> [What you need to do]: Send back the records exactly as written, with no images.

== Segment start ==

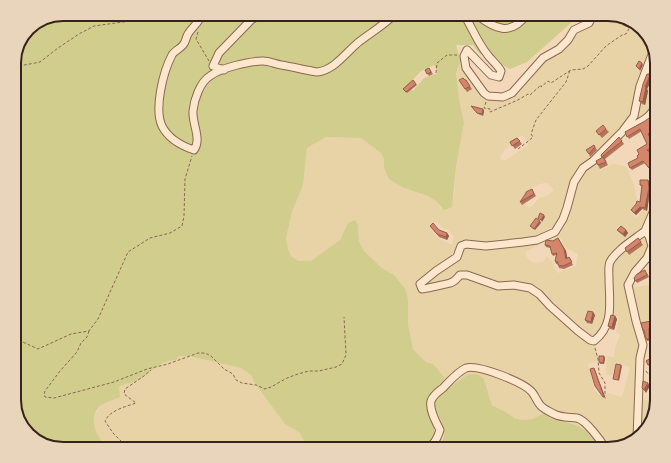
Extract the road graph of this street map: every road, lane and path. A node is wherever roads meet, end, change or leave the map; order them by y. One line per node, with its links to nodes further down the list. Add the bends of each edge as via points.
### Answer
1 (130, 21): 13 (path, via 94,26 40,62)
2 (199, 21): 22 (street, via 184,45 172,53 158,101 162,126 169,135)
3 (250, 21): 14 (street, via 219,53)
4 (387, 21): 15 (street, via 325,71 317,72 264,61 249,62)
5 (468, 21): 11 (street, via 488,56 497,64 501,71 500,77 491,75 467,50)
6 (484, 21): 7 (street, via 504,29 515,27)
7 (521, 21)
8 (590, 21): 18 (street, via 574,30 568,40 544,58 512,93 503,97 488,96)
9 (630, 27): 16 (path, via 626,34 622,34 606,46 588,66)
10 (198, 31): 14 (path, via 196,39)
11 (464, 56): 17 (path, via 447,54 437,63); 18 (street, via 466,68)
12 (650, 60): 20 (street, via 640,86 634,116)
13 (21, 66)
14 (213, 66): 15 (street)
15 (224, 70): 22 (street, via 203,82 195,100 193,124 197,145)
16 (570, 70): 18 (path, via 551,83 548,81 530,94 490,112 490,109 484,108); 21 (path, via 566,82 536,120 532,137)
17 (436, 73)
18 (484, 93)
19 (650, 115): 20 (street)
20 (622, 132): 32 (street, via 583,168 574,182 563,219 555,232 537,240 500,245 466,244 461,246 457,257 420,284 422,289 425,289 449,284 460,275 467,275 498,286 530,288 578,331)
21 (518, 149)
22 (194, 150): 30 (path, via 185,179 182,226 170,233 150,238 128,252 98,319)
23 (650, 219): 24 (street)
24 (645, 231): 25 (street); 32 (street, via 610,262 610,314 600,337)
25 (650, 239)
26 (650, 250): 27 (street)
27 (644, 263): 28 (path); 33 (street, via 628,285 643,345)
28 (650, 267)
29 (344, 317): 34 (path, via 346,355 342,364 298,374 265,389 236,380 233,374 205,353 198,352)
30 (88, 331): 31 (path, via 71,334 38,349); 34 (path, via 77,352 45,391 45,397 54,398 84,391)
31 (21, 341)
32 (594, 341): 36 (path, via 599,373 605,383)
33 (640, 358): 35 (path); 37 (street)
34 (152, 369): 38 (path, via 125,389 124,394 136,403 107,416 105,421)
35 (650, 377)
36 (605, 395)
37 (637, 431)
38 (122, 442)
39 (435, 442): 40 (street, via 440,430 431,407 431,400 462,370 475,367 509,378 527,388 541,406 554,415 579,418)
40 (601, 442)

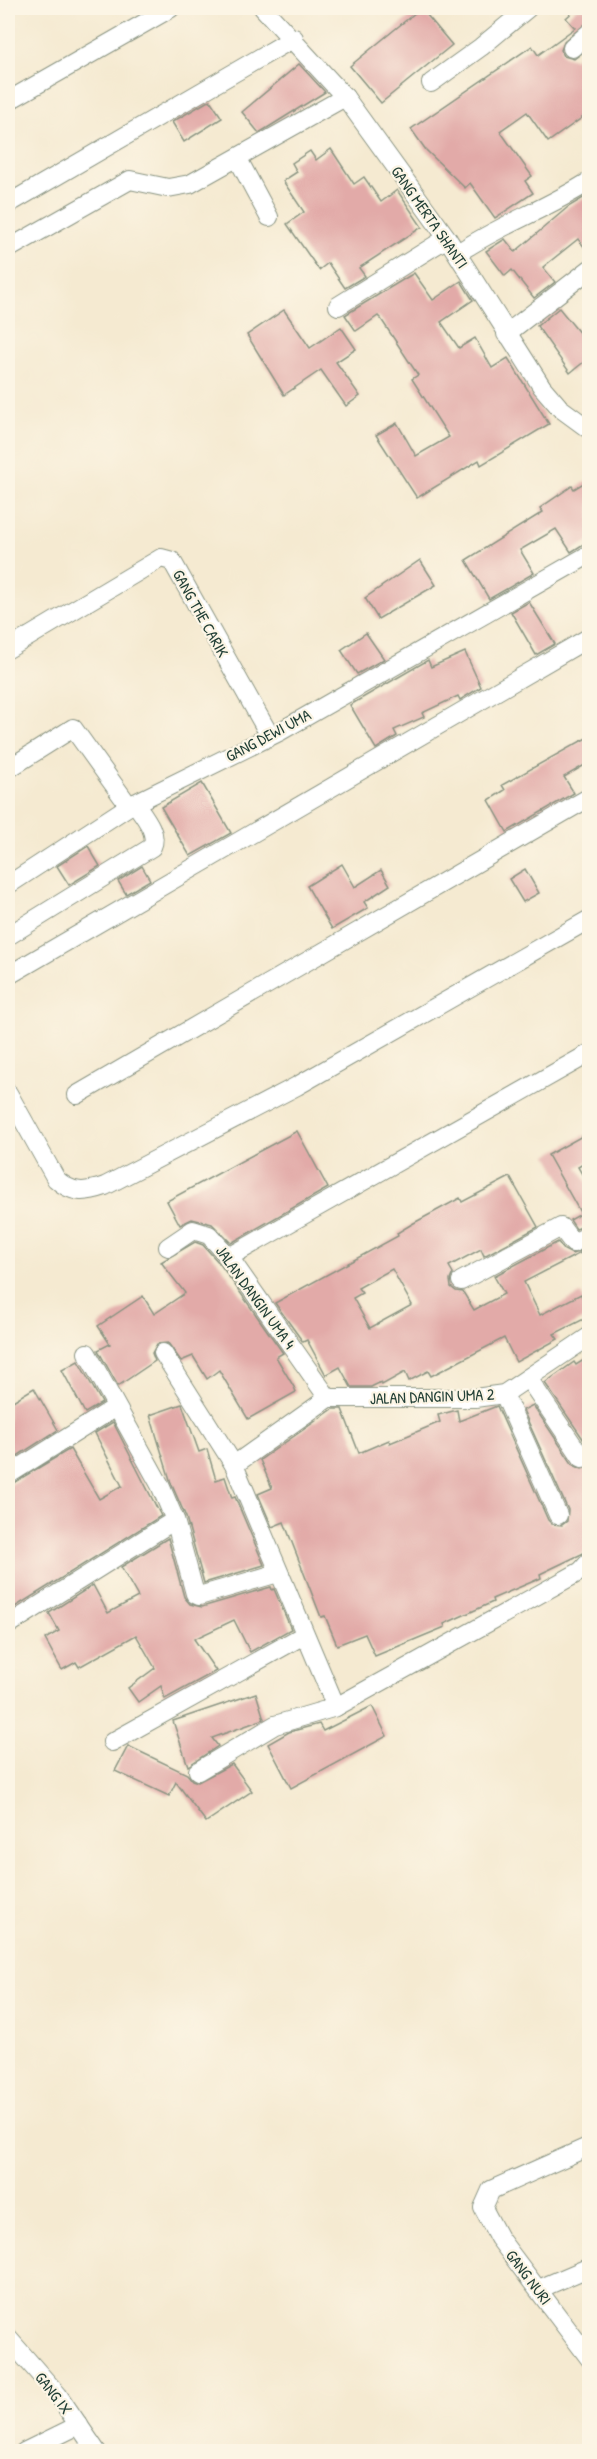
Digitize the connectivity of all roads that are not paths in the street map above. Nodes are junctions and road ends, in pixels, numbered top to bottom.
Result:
1 (171, 8) edge
2 (263, 8) edge
3 (528, 8) edge
4 (590, 32) edge
5 (294, 38) junction
6 (572, 48) dead end
7 (431, 83) dead end
8 (345, 97) junction
9 (8, 101) edge
10 (238, 159) junction
11 (590, 181) edge
12 (8, 204) edge
13 (269, 217) dead end
14 (447, 238) junction
15 (8, 249) edge
16 (460, 252) junction
17 (590, 269) edge
18 (338, 306) dead end
19 (508, 332) junction
20 (590, 430) edge
21 (590, 554) edge
22 (590, 637) edge
23 (8, 649) edge
24 (270, 736) junction
25 (8, 769) edge
26 (590, 797) edge
27 (132, 805) junction
28 (8, 885) edge
29 (590, 919) edge
30 (8, 936) edge
31 (9, 975) dead end
32 (590, 1053) edge
33 (8, 1093) edge
34 (77, 1095) dead end
35 (590, 1235) edge
36 (168, 1247) dead end
37 (229, 1257) junction
38 (461, 1281) dead end
39 (590, 1336) edge
40 (87, 1353) dead end
41 (163, 1353) dead end
42 (528, 1378) junction
43 (504, 1394) junction
44 (328, 1398) junction
45 (116, 1407) junction
46 (582, 1458) dead end
47 (234, 1465) junction
48 (8, 1475) edge
49 (558, 1515) dead end
50 (175, 1520) junction
51 (590, 1561) edge
52 (278, 1573) junction
53 (8, 1625) edge
54 (304, 1635) junction
55 (336, 1707) junction
56 (112, 1742) dead end
57 (198, 1772) dead end
58 (590, 2146) edge
59 (590, 2267) edge
60 (539, 2289) junction
61 (8, 2338) edge
62 (588, 2355) edge
63 (79, 2426) junction
64 (24, 2451) edge
65 (97, 2451) edge

1 - 9 street
2 - 5 street, GANG MERTA SHANTI
3 - 7 street
4 - 6 street
5 - 8 street, GANG MERTA SHANTI
5 - 12 street
8 - 10 street
8 - 14 street, GANG MERTA SHANTI
10 - 13 street
10 - 15 street
11 - 16 street
14 - 16 street, GANG MERTA SHANTI
14 - 18 street
16 - 19 street, GANG MERTA SHANTI
17 - 19 street
19 - 20 street, GANG MERTA SHANTI
21 - 24 street, GANG DEWI UMA
22 - 31 street
23 - 24 street, GANG THE CARIK
24 - 27 street, GANG DEWI UMA
25 - 27 street
26 - 34 street
27 - 28 street, GANG DEWI UMA
27 - 30 street
29 - 33 street
32 - 37 street
35 - 38 street
36 - 37 street, JALAN DANGIN UMA 4
37 - 44 street, JALAN DANGIN UMA 4
39 - 42 street, JALAN DANGIN UMA 2
40 - 45 street
41 - 47 street
42 - 43 street, JALAN DANGIN UMA 2
42 - 46 street
43 - 44 street, JALAN DANGIN UMA 2
43 - 49 street
44 - 47 street
45 - 48 street
45 - 50 street
47 - 52 street
50 - 52 street
50 - 53 street
51 - 55 street
52 - 54 street
54 - 55 street
54 - 56 street
55 - 57 street
58 - 60 street, GANG NURI
59 - 60 street
60 - 62 street, GANG NURI
61 - 63 street, GANG IX
63 - 64 street
63 - 65 street, GANG IX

== Segment end ==

> [Answer box]:
Extract the road graph of this street map: every road, lane and path. A node is wherever roads meet, end, change or leave the map; order them by y. One line per node, with its links to nodes further down the list. Add the bends of each edge as via points.
### Answer
1 (130, 21): 13 (path, via 94,26 40,62)
2 (199, 21): 22 (street, via 184,45 172,53 158,101 162,126 169,135)
3 (250, 21): 14 (street, via 219,53)
4 (387, 21): 15 (street, via 325,71 317,72 264,61 249,62)
5 (468, 21): 11 (street, via 488,56 497,64 501,71 500,77 491,75 467,50)
6 (484, 21): 7 (street, via 504,29 515,27)
7 (521, 21)
8 (590, 21): 18 (street, via 574,30 568,40 544,58 512,93 503,97 488,96)
9 (630, 27): 16 (path, via 626,34 622,34 606,46 588,66)
10 (198, 31): 14 (path, via 196,39)
11 (464, 56): 17 (path, via 447,54 437,63); 18 (street, via 466,68)
12 (650, 60): 20 (street, via 640,86 634,116)
13 (21, 66)
14 (213, 66): 15 (street)
15 (224, 70): 22 (street, via 203,82 195,100 193,124 197,145)
16 (570, 70): 18 (path, via 551,83 548,81 530,94 490,112 490,109 484,108); 21 (path, via 566,82 536,120 532,137)
17 (436, 73)
18 (484, 93)
19 (650, 115): 20 (street)
20 (622, 132): 32 (street, via 583,168 574,182 563,219 555,232 537,240 500,245 466,244 461,246 457,257 420,284 422,289 425,289 449,284 460,275 467,275 498,286 530,288 578,331)
21 (518, 149)
22 (194, 150): 30 (path, via 185,179 182,226 170,233 150,238 128,252 98,319)
23 (650, 219): 24 (street)
24 (645, 231): 25 (street); 32 (street, via 610,262 610,314 600,337)
25 (650, 239)
26 (650, 250): 27 (street)
27 (644, 263): 28 (path); 33 (street, via 628,285 643,345)
28 (650, 267)
29 (344, 317): 34 (path, via 346,355 342,364 298,374 265,389 236,380 233,374 205,353 198,352)
30 (88, 331): 31 (path, via 71,334 38,349); 34 (path, via 77,352 45,391 45,397 54,398 84,391)
31 (21, 341)
32 (594, 341): 36 (path, via 599,373 605,383)
33 (640, 358): 35 (path); 37 (street)
34 (152, 369): 38 (path, via 125,389 124,394 136,403 107,416 105,421)
35 (650, 377)
36 (605, 395)
37 (637, 431)
38 (122, 442)
39 (435, 442): 40 (street, via 440,430 431,407 431,400 462,370 475,367 509,378 527,388 541,406 554,415 579,418)
40 (601, 442)

Digitize the connectivity of all roads that are not paths in the street map above. Nodes are junctions and road ends, in pixels, numbered top to bottom.
Result:
1 (171, 8) edge
2 (263, 8) edge
3 (528, 8) edge
4 (590, 32) edge
5 (294, 38) junction
6 (572, 48) dead end
7 (431, 83) dead end
8 (345, 97) junction
9 (8, 101) edge
10 (238, 159) junction
11 (590, 181) edge
12 (8, 204) edge
13 (269, 217) dead end
14 (447, 238) junction
15 (8, 249) edge
16 (460, 252) junction
17 (590, 269) edge
18 (338, 306) dead end
19 (508, 332) junction
20 (590, 430) edge
21 (590, 554) edge
22 (590, 637) edge
23 (8, 649) edge
24 (270, 736) junction
25 (8, 769) edge
26 (590, 797) edge
27 (132, 805) junction
28 (8, 885) edge
29 (590, 919) edge
30 (8, 936) edge
31 (9, 975) dead end
32 (590, 1053) edge
33 (8, 1093) edge
34 (77, 1095) dead end
35 (590, 1235) edge
36 (168, 1247) dead end
37 (229, 1257) junction
38 (461, 1281) dead end
39 (590, 1336) edge
40 (87, 1353) dead end
41 (163, 1353) dead end
42 (528, 1378) junction
43 (504, 1394) junction
44 (328, 1398) junction
45 (116, 1407) junction
46 (582, 1458) dead end
47 (234, 1465) junction
48 (8, 1475) edge
49 (558, 1515) dead end
50 (175, 1520) junction
51 (590, 1561) edge
52 (278, 1573) junction
53 (8, 1625) edge
54 (304, 1635) junction
55 (336, 1707) junction
56 (112, 1742) dead end
57 (198, 1772) dead end
58 (590, 2146) edge
59 (590, 2267) edge
60 (539, 2289) junction
61 (8, 2338) edge
62 (588, 2355) edge
63 (79, 2426) junction
64 (24, 2451) edge
65 (97, 2451) edge

1 - 9 street
2 - 5 street, GANG MERTA SHANTI
3 - 7 street
4 - 6 street
5 - 8 street, GANG MERTA SHANTI
5 - 12 street
8 - 10 street
8 - 14 street, GANG MERTA SHANTI
10 - 13 street
10 - 15 street
11 - 16 street
14 - 16 street, GANG MERTA SHANTI
14 - 18 street
16 - 19 street, GANG MERTA SHANTI
17 - 19 street
19 - 20 street, GANG MERTA SHANTI
21 - 24 street, GANG DEWI UMA
22 - 31 street
23 - 24 street, GANG THE CARIK
24 - 27 street, GANG DEWI UMA
25 - 27 street
26 - 34 street
27 - 28 street, GANG DEWI UMA
27 - 30 street
29 - 33 street
32 - 37 street
35 - 38 street
36 - 37 street, JALAN DANGIN UMA 4
37 - 44 street, JALAN DANGIN UMA 4
39 - 42 street, JALAN DANGIN UMA 2
40 - 45 street
41 - 47 street
42 - 43 street, JALAN DANGIN UMA 2
42 - 46 street
43 - 44 street, JALAN DANGIN UMA 2
43 - 49 street
44 - 47 street
45 - 48 street
45 - 50 street
47 - 52 street
50 - 52 street
50 - 53 street
51 - 55 street
52 - 54 street
54 - 55 street
54 - 56 street
55 - 57 street
58 - 60 street, GANG NURI
59 - 60 street
60 - 62 street, GANG NURI
61 - 63 street, GANG IX
63 - 64 street
63 - 65 street, GANG IX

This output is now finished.